── MATERIAL FOR THIS TASK ──
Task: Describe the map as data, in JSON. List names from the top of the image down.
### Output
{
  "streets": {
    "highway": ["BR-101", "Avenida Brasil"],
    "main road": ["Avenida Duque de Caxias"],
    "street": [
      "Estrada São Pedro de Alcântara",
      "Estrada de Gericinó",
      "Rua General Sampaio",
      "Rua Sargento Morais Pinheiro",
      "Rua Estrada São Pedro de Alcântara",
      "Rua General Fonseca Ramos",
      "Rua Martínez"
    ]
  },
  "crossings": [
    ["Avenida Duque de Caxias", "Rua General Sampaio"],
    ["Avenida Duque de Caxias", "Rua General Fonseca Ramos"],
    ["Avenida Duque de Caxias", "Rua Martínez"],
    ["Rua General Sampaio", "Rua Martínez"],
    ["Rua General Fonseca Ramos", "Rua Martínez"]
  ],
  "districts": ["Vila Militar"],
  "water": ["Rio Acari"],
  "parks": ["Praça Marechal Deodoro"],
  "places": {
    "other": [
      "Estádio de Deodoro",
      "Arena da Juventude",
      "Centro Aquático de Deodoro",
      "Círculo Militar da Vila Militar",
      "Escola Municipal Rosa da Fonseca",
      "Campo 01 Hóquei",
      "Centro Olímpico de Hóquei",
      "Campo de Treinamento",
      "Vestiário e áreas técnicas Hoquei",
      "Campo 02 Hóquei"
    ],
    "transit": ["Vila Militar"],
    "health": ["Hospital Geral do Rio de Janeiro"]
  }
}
───
Retype the whole listing, matching it exactly.

### RESPONSE FOR THIS EXERCISE
Task: Describe the map as data, in JSON. List names from the top of the image down.
### Output
{
  "streets": {
    "highway": ["BR-101", "Avenida Brasil"],
    "main road": ["Avenida Duque de Caxias"],
    "street": [
      "Estrada São Pedro de Alcântara",
      "Estrada de Gericinó",
      "Rua General Sampaio",
      "Rua Sargento Morais Pinheiro",
      "Rua Estrada São Pedro de Alcântara",
      "Rua General Fonseca Ramos",
      "Rua Martínez"
    ]
  },
  "crossings": [
    ["Avenida Duque de Caxias", "Rua General Sampaio"],
    ["Avenida Duque de Caxias", "Rua General Fonseca Ramos"],
    ["Avenida Duque de Caxias", "Rua Martínez"],
    ["Rua General Sampaio", "Rua Martínez"],
    ["Rua General Fonseca Ramos", "Rua Martínez"]
  ],
  "districts": ["Vila Militar"],
  "water": ["Rio Acari"],
  "parks": ["Praça Marechal Deodoro"],
  "places": {
    "other": [
      "Estádio de Deodoro",
      "Arena da Juventude",
      "Centro Aquático de Deodoro",
      "Círculo Militar da Vila Militar",
      "Escola Municipal Rosa da Fonseca",
      "Campo 01 Hóquei",
      "Centro Olímpico de Hóquei",
      "Campo de Treinamento",
      "Vestiário e áreas técnicas Hoquei",
      "Campo 02 Hóquei"
    ],
    "transit": ["Vila Militar"],
    "health": ["Hospital Geral do Rio de Janeiro"]
  }
}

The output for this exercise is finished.